Stored data
━━━━━━━━━━━━━━━━

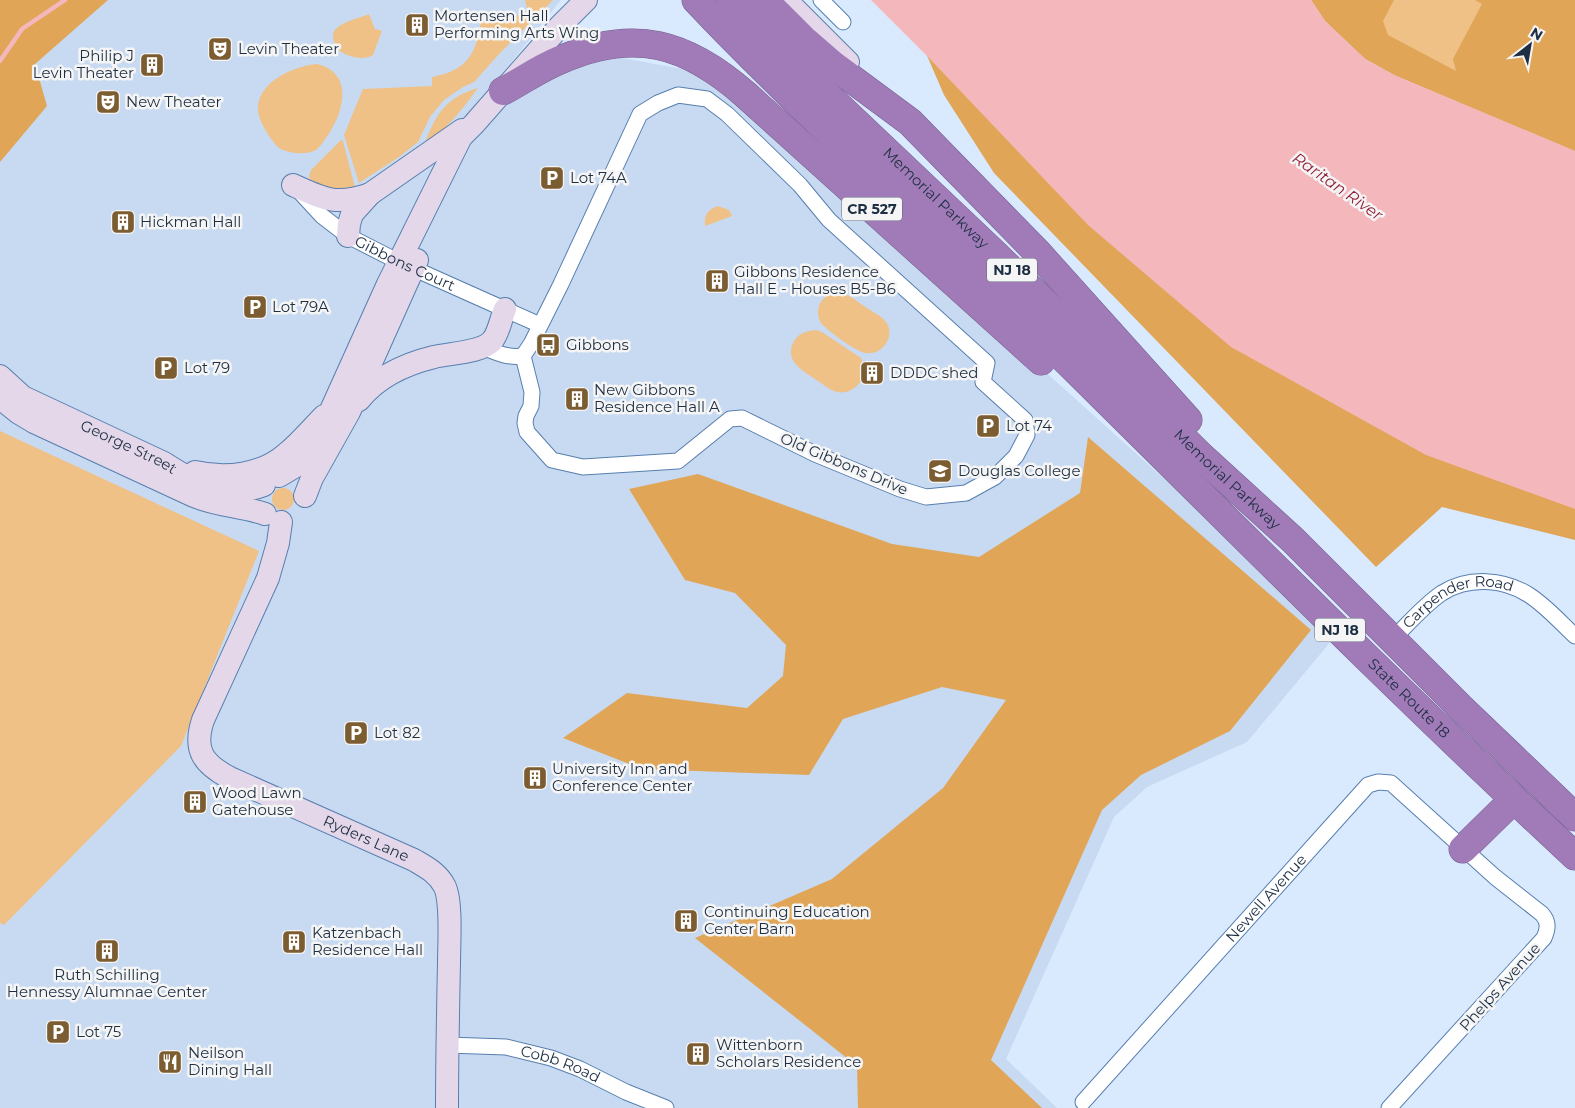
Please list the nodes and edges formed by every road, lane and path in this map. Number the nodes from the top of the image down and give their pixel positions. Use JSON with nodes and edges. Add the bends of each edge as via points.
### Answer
{"nodes":[{"id":1,"x":586,"y":0,"type":"edge"},
{"id":2,"x":696,"y":0,"type":"edge"},
{"id":3,"x":731,"y":0,"type":"edge"},
{"id":4,"x":764,"y":0,"type":"edge"},
{"id":5,"x":786,"y":0,"type":"edge"},
{"id":6,"x":821,"y":0,"type":"edge"},
{"id":7,"x":843,"y":22,"type":"dead end"},
{"id":8,"x":503,"y":91,"type":"junction"},
{"id":9,"x":910,"y":122,"type":"junction"},
{"id":10,"x":474,"y":124,"type":"junction"},
{"id":11,"x":289,"y":181,"type":"joint"},
{"id":12,"x":370,"y":194,"type":"junction"},
{"id":13,"x":348,"y":236,"type":"junction"},
{"id":14,"x":406,"y":266,"type":"junction"},
{"id":15,"x":504,"y":309,"type":"junction"},
{"id":16,"x":540,"y":324,"type":"junction"},
{"id":17,"x":483,"y":347,"type":"junction"},
{"id":18,"x":523,"y":356,"type":"junction"},
{"id":19,"x":0,"y":376,"type":"edge"},
{"id":20,"x":0,"y":398,"type":"edge"},
{"id":21,"x":340,"y":410,"type":"junction"},
{"id":22,"x":164,"y":463,"type":"junction"},
{"id":23,"x":272,"y":481,"type":"junction"},
{"id":24,"x":1203,"y":495,"type":"junction"},
{"id":25,"x":305,"y":496,"type":"junction"},
{"id":26,"x":273,"y":518,"type":"junction"},
{"id":27,"x":1293,"y":540,"type":"junction"},
{"id":28,"x":1575,"y":636,"type":"edge"},
{"id":29,"x":1392,"y":640,"type":"junction"},
{"id":30,"x":1514,"y":799,"type":"junction"},
{"id":31,"x":1575,"y":817,"type":"edge"},
{"id":32,"x":1463,"y":849,"type":"junction"},
{"id":33,"x":1575,"y":856,"type":"edge"},
{"id":34,"x":447,"y":1045,"type":"junction"},
{"id":35,"x":1082,"y":1102,"type":"dead end"},
{"id":36,"x":447,"y":1108,"type":"edge"},
{"id":37,"x":666,"y":1108,"type":"edge"},
{"id":38,"x":1389,"y":1108,"type":"edge"}],
"edges":[{"from":1,"to":8,"type":"main road","name":"George Street"},
{"from":2,"to":24,"type":"highway","name":"Memorial Parkway","number":"NJ 18"},
{"from":3,"to":27,"type":"highway","name":"Memorial Parkway","number":"NJ 18","via":[[1202,457]]},
{"from":4,"to":9,"type":"highway","via":[[833,65]]},
{"from":5,"to":9,"type":"main road"},
{"from":6,"to":7,"type":"street"},
{"from":8,"to":10,"type":"main road","name":"George Street"},
{"from":8,"to":24,"type":"highway","number":"CR 527","via":[[558,61],[602,46],[660,45],[708,64],[746,94],[1034,354],[1120,436]]},
{"from":9,"to":27,"type":"highway","via":[[1081,300]]},
{"from":10,"to":12,"type":"main road"},
{"from":10,"to":14,"type":"main road","name":"George Street","via":[[460,137]]},
{"from":11,"to":12,"type":"main road","via":[[336,201]]},
{"from":11,"to":13,"type":"street","name":"Gibbons Court","via":[[322,216]]},
{"from":12,"to":13,"type":"main road","via":[[352,214]]},
{"from":13,"to":14,"type":"street","name":"Gibbons Court"},
{"from":14,"to":15,"type":"street","name":"Gibbons Court"},
{"from":14,"to":21,"type":"main road","name":"George Street"},
{"from":15,"to":16,"type":"street","name":"Gibbons Court"},
{"from":15,"to":17,"type":"main road","via":[[492,340]]},
{"from":16,"to":18,"type":"street","name":"Old Gibbons Drive"},
{"from":16,"to":18,"type":"street","name":"Old Gibbons Drive","via":[[640,114],[678,95],[706,99],[727,114],[800,185],[829,220],[987,363],[983,382],[1025,420],[1027,435],[1016,456],[995,477],[966,493],[926,497],[815,454],[742,418],[730,420],[678,461],[583,467],[552,460],[527,432],[525,424],[532,392]]},
{"from":17,"to":18,"type":"street","via":[[499,354]]},
{"from":17,"to":21,"type":"main road","via":[[401,367]]},
{"from":19,"to":22,"type":"main road","name":"George Street","via":[[23,397]]},
{"from":20,"to":26,"type":"main road","name":"George Street","via":[[34,422],[194,496]]},
{"from":21,"to":22,"type":"main road","via":[[285,455],[254,472],[214,475]]},
{"from":21,"to":23,"type":"main road","name":"George Street","via":[[312,453]]},
{"from":21,"to":25,"type":"main road","name":"George Street"},
{"from":22,"to":23,"type":"main road","name":"George Street","via":[[219,490],[242,491]]},
{"from":23,"to":25,"type":"main road","via":[[289,477],[303,489]]},
{"from":23,"to":26,"type":"main road","via":[[259,498]]},
{"from":24,"to":30,"type":"highway","name":"State Route 18","number":"NJ 18"},
{"from":25,"to":26,"type":"main road","via":[[300,513],[288,521]]},
{"from":26,"to":34,"type":"main road","name":"Ryders Lane","via":[[278,543],[268,578],[203,720],[198,737],[200,751],[208,764],[230,778],[414,860],[438,877],[446,888],[448,904]]},
{"from":27,"to":29,"type":"highway","name":"State Route 18","number":"NJ 18"},
{"from":28,"to":29,"type":"street","name":"Carpender Road","via":[[1531,596],[1507,585],[1481,581],[1462,584],[1444,592]]},
{"from":29,"to":31,"type":"highway","name":"State Route 18","number":"NJ 18"},
{"from":30,"to":32,"type":"highway"},
{"from":30,"to":33,"type":"highway","name":"State Route 18","number":"NJ 18"},
{"from":32,"to":35,"type":"street","name":"Newell Avenue","via":[[1391,783],[1368,785]]},
{"from":32,"to":38,"type":"street","name":"Phelps Avenue","via":[[1542,914],[1548,925],[1547,932]]},
{"from":34,"to":36,"type":"main road","name":"Ryders Lane"},
{"from":34,"to":37,"type":"street","name":"Cobb Road","via":[[506,1047],[551,1058]]}]}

━━━━━━━━━━━━━━━━

Going through the records above, state how many lines carry "Ryders", with no other text.

◆ **Result of the task**: 2